The creation of more than 60 groups across the country shows an indisputable impact on older women. While each group remains autonomous, they sometimes collaborate as on the GSTea party, pouring tea in local waterways— a spoof on the Boston tea party to express dissent with the GST. There is no central structure but they hold national Un-conventions every two years and regional ones annually. There are also groups in the US, in Greece and possibly in other European countries. In 1999 some Canadian Raging Grannies performed in Europe at the Hague Appeal for Peace Conference. While they spread geographically, they have also broadened the issues they deal with. For example, in 1998 the Fredericton Raging Grannies organised a “Closets are for Brooms” action to protest a homophobic city council. As Martha Ackelsberg (1991, p. 165) suggested, “radicalization is born of action” and the new sense of self that develops when breaking with traditional models allows us to move in new directions; “participation in resistance often engenders a broader consciousness of both the nature and the dimension of social inequality and the power of people united to confront and change it” (1988, p. 307). The Grannies’ experience seems to prove that crossing the boundaries of what is seen as appropriate behaviour with a supportive group can empowered –and lead to questioning “the appropriateness of those boundaries in the first place” (Ackelsberg 1991, p. 165).
Conclusion
The Raging Grannies provide a positive example of channelling rage and despair, and reveal older women ‘s playful energy. Fun, creativity, and humour are often overlooked in protests and in social movement but the Grannies show the power of humour and imagination for effective education on public issues. As a professor pointed out in class years ago, humour is collective as it requires shared understanding; humour shows always have sound tracks of laughter because people may cry alone but laugh together. Humour and creativity require greater intelligence: while analytical skills are necessary they are not enough. They need the ability to analyse and perceive symbols active in a variety of issues but they also require creativity to go beyond and find the humour that reveals the problem and allow the conception of alternatives, along with a sense of mischief and daring to carry out their actions. Creative imagination is the enemy of fragmentation and dehumanisation; it is not a diversion but an essential part of change as it challenges conditioned responses (Coult and Kershaw, 1990, p. 13).
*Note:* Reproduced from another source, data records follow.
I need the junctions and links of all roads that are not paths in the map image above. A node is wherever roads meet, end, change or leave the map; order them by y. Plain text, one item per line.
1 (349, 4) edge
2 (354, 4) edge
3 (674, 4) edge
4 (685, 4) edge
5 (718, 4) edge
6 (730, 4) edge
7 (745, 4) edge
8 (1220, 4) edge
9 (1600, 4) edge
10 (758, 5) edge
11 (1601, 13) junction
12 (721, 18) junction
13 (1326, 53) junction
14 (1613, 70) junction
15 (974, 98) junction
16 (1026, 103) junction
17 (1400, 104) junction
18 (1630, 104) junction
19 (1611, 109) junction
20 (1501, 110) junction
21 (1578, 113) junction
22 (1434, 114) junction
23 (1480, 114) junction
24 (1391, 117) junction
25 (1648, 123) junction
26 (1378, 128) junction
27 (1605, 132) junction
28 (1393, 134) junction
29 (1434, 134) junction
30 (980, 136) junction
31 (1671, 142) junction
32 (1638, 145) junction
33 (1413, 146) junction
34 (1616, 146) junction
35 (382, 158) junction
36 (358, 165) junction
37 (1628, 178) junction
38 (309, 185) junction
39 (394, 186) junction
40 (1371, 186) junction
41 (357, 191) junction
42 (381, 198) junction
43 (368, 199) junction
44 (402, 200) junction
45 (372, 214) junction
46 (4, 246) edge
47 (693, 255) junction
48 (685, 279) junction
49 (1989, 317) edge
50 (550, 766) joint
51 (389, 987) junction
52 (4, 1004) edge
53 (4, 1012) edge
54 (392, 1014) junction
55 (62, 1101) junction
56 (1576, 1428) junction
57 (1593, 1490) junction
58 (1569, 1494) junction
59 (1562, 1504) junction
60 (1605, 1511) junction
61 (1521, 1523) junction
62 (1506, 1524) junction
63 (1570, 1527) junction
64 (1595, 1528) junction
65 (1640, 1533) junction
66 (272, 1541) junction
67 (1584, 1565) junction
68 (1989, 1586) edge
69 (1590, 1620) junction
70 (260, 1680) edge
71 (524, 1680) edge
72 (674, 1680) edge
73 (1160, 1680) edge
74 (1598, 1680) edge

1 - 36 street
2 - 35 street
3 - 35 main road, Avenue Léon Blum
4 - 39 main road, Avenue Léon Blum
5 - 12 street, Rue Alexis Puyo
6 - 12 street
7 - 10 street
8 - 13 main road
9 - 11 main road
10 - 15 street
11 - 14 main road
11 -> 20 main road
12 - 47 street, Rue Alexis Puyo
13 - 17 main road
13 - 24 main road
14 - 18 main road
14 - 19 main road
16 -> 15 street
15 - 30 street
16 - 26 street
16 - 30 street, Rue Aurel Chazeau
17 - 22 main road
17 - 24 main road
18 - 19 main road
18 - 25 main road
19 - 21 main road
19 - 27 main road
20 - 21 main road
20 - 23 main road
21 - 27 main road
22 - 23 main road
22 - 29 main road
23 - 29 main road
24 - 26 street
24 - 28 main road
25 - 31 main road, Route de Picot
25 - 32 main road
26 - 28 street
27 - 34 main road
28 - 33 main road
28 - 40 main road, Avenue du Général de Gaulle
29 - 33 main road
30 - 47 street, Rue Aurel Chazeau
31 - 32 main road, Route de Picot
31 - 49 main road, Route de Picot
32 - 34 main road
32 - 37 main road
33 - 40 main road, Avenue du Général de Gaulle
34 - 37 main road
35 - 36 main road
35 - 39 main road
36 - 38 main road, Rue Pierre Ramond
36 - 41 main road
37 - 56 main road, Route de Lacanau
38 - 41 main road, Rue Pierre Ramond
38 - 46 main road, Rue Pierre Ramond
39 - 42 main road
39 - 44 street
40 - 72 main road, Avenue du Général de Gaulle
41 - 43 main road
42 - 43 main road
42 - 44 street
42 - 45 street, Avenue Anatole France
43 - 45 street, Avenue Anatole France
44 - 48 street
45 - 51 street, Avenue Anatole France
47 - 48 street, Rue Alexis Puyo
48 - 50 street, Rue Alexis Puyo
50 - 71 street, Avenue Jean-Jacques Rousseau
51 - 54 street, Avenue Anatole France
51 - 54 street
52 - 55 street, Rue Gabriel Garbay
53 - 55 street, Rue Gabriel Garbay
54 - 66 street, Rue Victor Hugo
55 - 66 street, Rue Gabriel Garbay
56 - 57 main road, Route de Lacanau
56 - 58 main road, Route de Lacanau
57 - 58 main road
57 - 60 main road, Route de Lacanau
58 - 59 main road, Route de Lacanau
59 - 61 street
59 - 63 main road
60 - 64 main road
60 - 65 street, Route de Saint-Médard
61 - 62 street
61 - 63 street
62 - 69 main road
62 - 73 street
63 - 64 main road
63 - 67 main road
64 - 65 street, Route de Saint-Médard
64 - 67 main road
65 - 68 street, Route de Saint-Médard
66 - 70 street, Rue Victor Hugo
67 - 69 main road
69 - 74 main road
Their willingness to engage tells of a sense of optimism regarding the value and role of older women’s collective action and solidarity. The Raging Grannies are not entertainers, although they often are entertaining. They are intervenors on the socio-political scene. Warren Magnusson, a political scientist at the University of Victoria, called them a “brilliant example of a group acting out their protests” and using their credibility as grandmothers to “undercut the legitimacy of military violence, corporate greed, and governmental insensitivity” (1996, p. 93-94). The irreverence and subversivity of the Raging Grannies is partly due to their identification of older women with an “un-motherly” public rage. They create new space for politics as they perform their protest not as authorities but as ordinary people with something to say, turning their identity, usually a liability, into a resource (Magnusson 1990, p. 536). Their actions are aimed at promoting dialogue and raising consciousness by stimulating political debates. “Faced with mega-billion-dollar expenditures on instruments of destruction and an environment teetering on disaster, a passionate response is highly appropriate” (Howard, 1989, p. 14).